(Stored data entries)
━━━
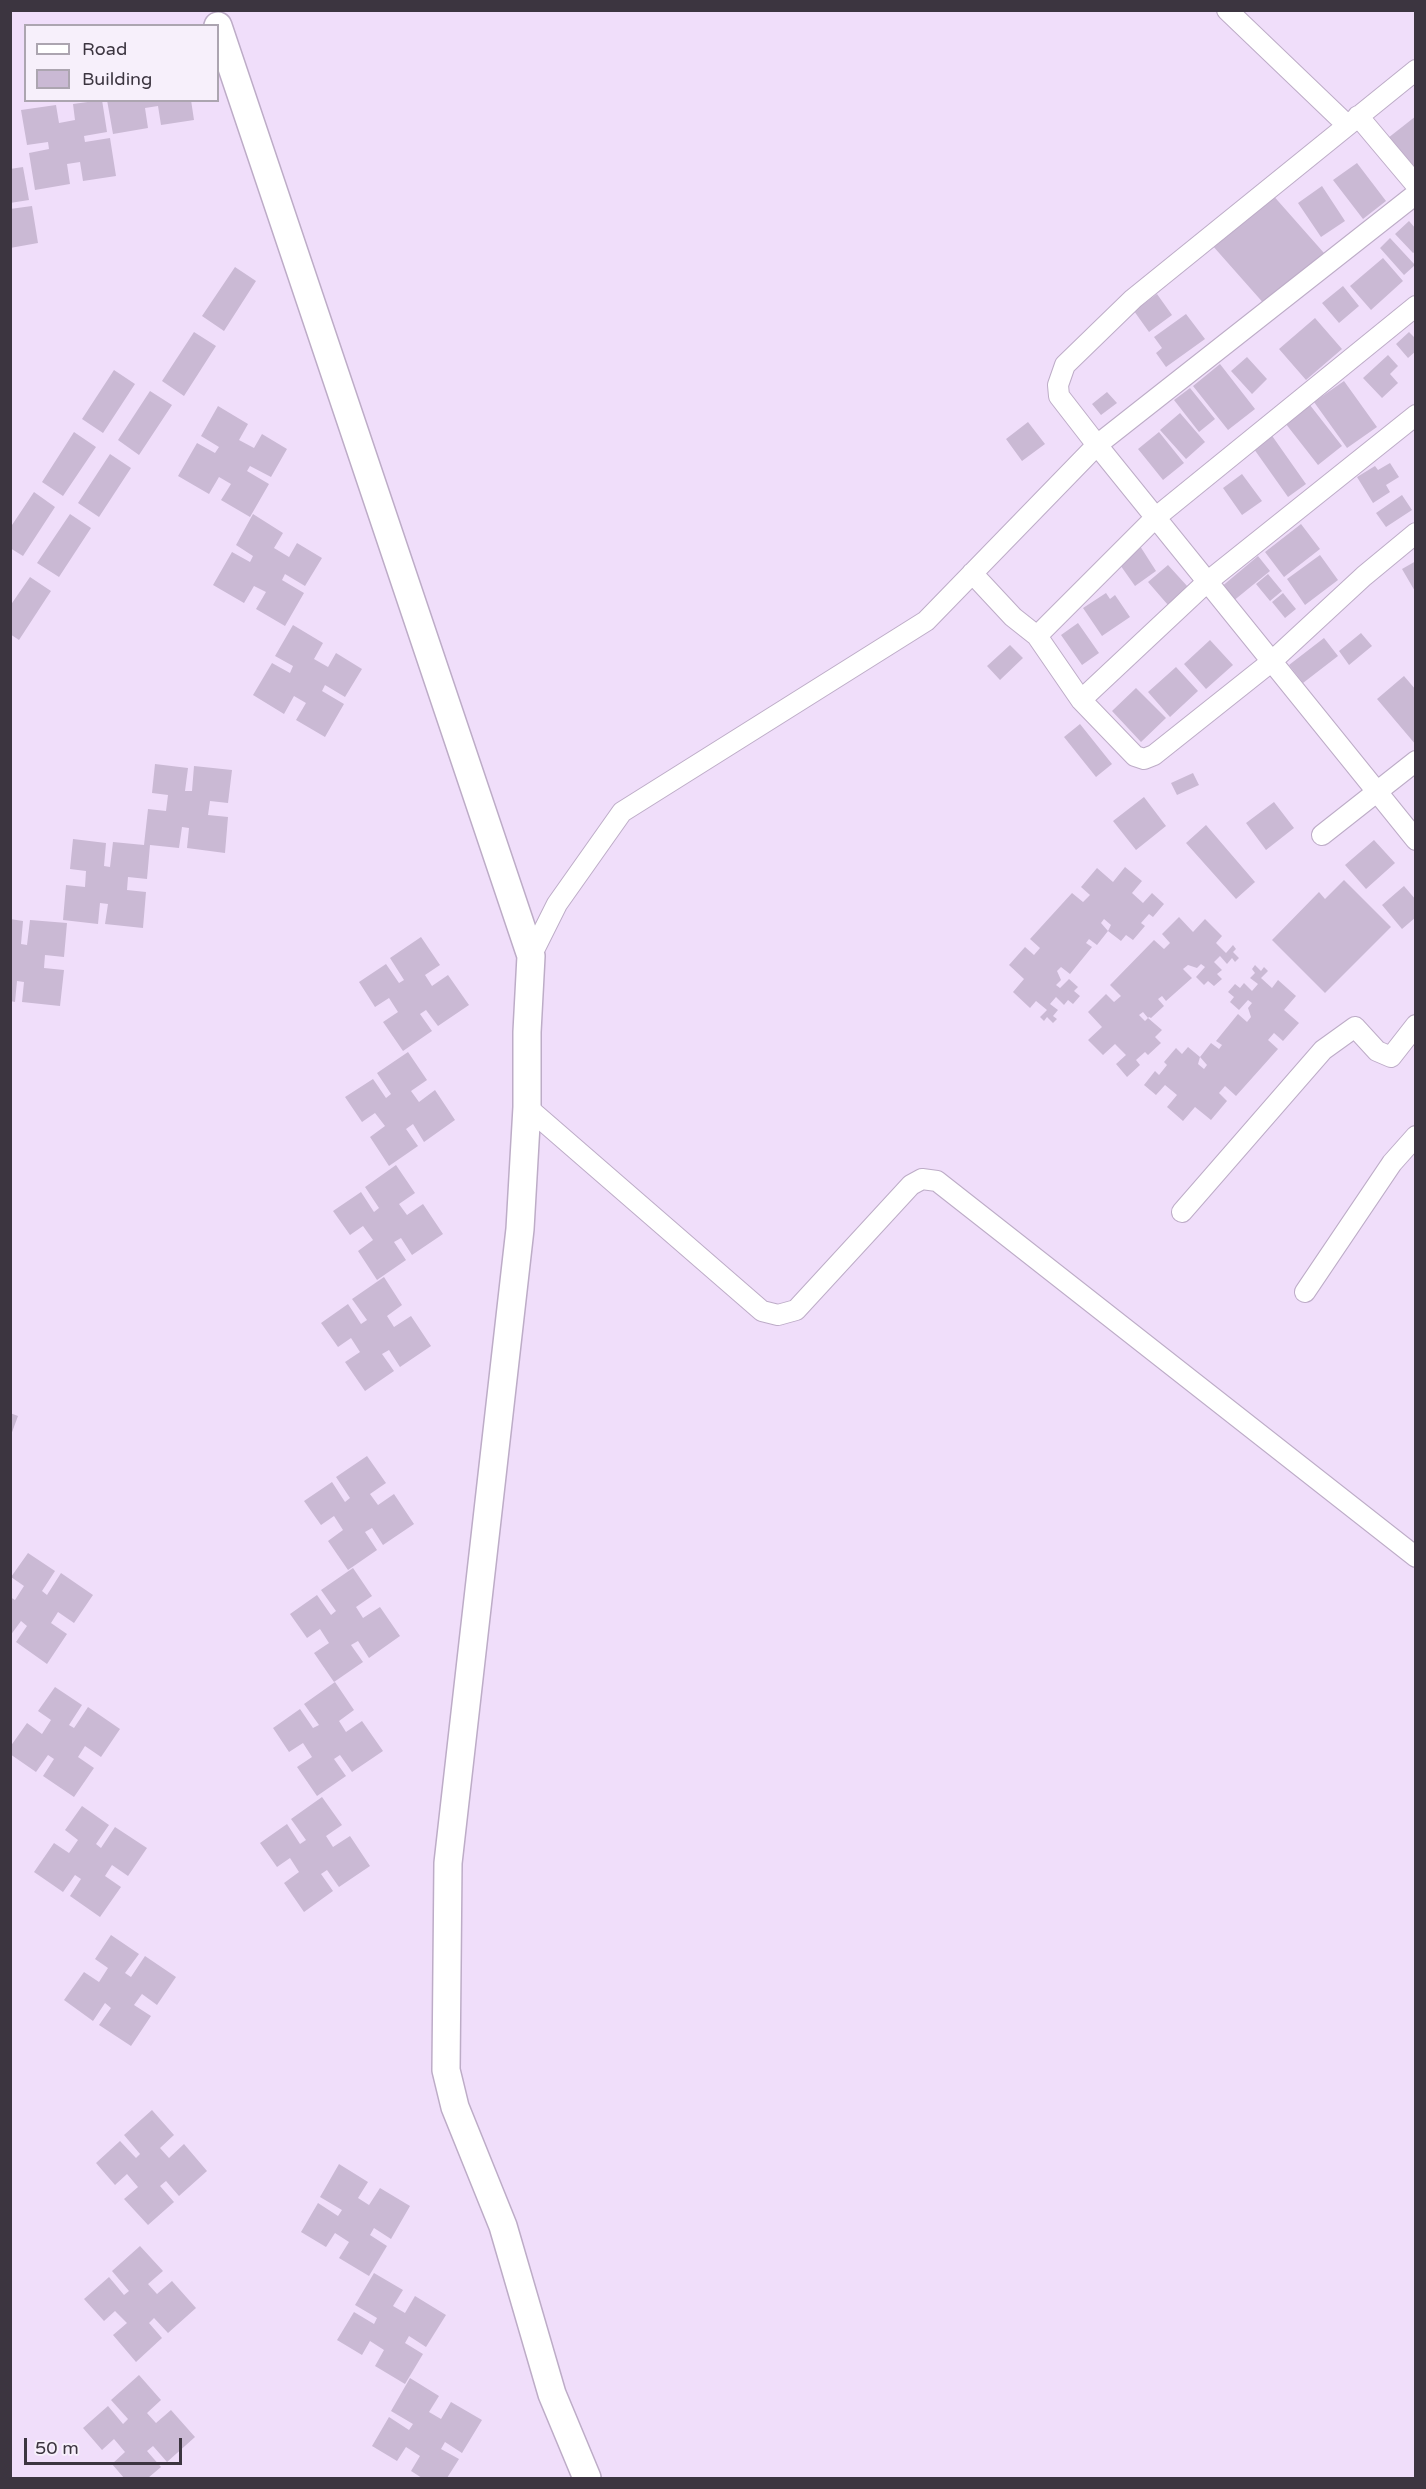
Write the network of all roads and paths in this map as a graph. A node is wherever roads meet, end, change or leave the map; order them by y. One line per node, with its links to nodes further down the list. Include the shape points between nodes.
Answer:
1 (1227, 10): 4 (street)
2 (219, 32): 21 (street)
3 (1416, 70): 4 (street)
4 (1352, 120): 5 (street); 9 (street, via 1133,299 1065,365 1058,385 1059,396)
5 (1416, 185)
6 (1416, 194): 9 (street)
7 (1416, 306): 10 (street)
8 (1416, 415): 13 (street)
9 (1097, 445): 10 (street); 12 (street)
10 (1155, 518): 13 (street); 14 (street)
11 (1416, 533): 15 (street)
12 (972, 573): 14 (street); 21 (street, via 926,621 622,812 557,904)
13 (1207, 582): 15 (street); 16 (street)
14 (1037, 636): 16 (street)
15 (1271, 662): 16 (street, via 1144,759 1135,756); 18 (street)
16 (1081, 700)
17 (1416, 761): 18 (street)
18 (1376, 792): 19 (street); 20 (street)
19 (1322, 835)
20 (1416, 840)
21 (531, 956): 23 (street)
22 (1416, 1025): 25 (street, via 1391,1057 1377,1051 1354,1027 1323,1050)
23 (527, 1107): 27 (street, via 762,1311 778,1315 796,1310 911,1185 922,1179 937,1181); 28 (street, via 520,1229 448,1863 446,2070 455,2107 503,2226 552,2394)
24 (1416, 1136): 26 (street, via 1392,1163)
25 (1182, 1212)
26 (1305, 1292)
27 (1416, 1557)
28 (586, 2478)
━━━
> [Work instruction]
The records above are to be restated exactly, without their pictures.

> [Result of the exercise]
Write the network of all roads and paths in this map as a graph. A node is wherever roads meet, end, change or leave the map; order them by y. One line per node, with its links to nodes further down the list. Include the shape points between nodes.
Answer:
1 (1227, 10): 4 (street)
2 (219, 32): 21 (street)
3 (1416, 70): 4 (street)
4 (1352, 120): 5 (street); 9 (street, via 1133,299 1065,365 1058,385 1059,396)
5 (1416, 185)
6 (1416, 194): 9 (street)
7 (1416, 306): 10 (street)
8 (1416, 415): 13 (street)
9 (1097, 445): 10 (street); 12 (street)
10 (1155, 518): 13 (street); 14 (street)
11 (1416, 533): 15 (street)
12 (972, 573): 14 (street); 21 (street, via 926,621 622,812 557,904)
13 (1207, 582): 15 (street); 16 (street)
14 (1037, 636): 16 (street)
15 (1271, 662): 16 (street, via 1144,759 1135,756); 18 (street)
16 (1081, 700)
17 (1416, 761): 18 (street)
18 (1376, 792): 19 (street); 20 (street)
19 (1322, 835)
20 (1416, 840)
21 (531, 956): 23 (street)
22 (1416, 1025): 25 (street, via 1391,1057 1377,1051 1354,1027 1323,1050)
23 (527, 1107): 27 (street, via 762,1311 778,1315 796,1310 911,1185 922,1179 937,1181); 28 (street, via 520,1229 448,1863 446,2070 455,2107 503,2226 552,2394)
24 (1416, 1136): 26 (street, via 1392,1163)
25 (1182, 1212)
26 (1305, 1292)
27 (1416, 1557)
28 (586, 2478)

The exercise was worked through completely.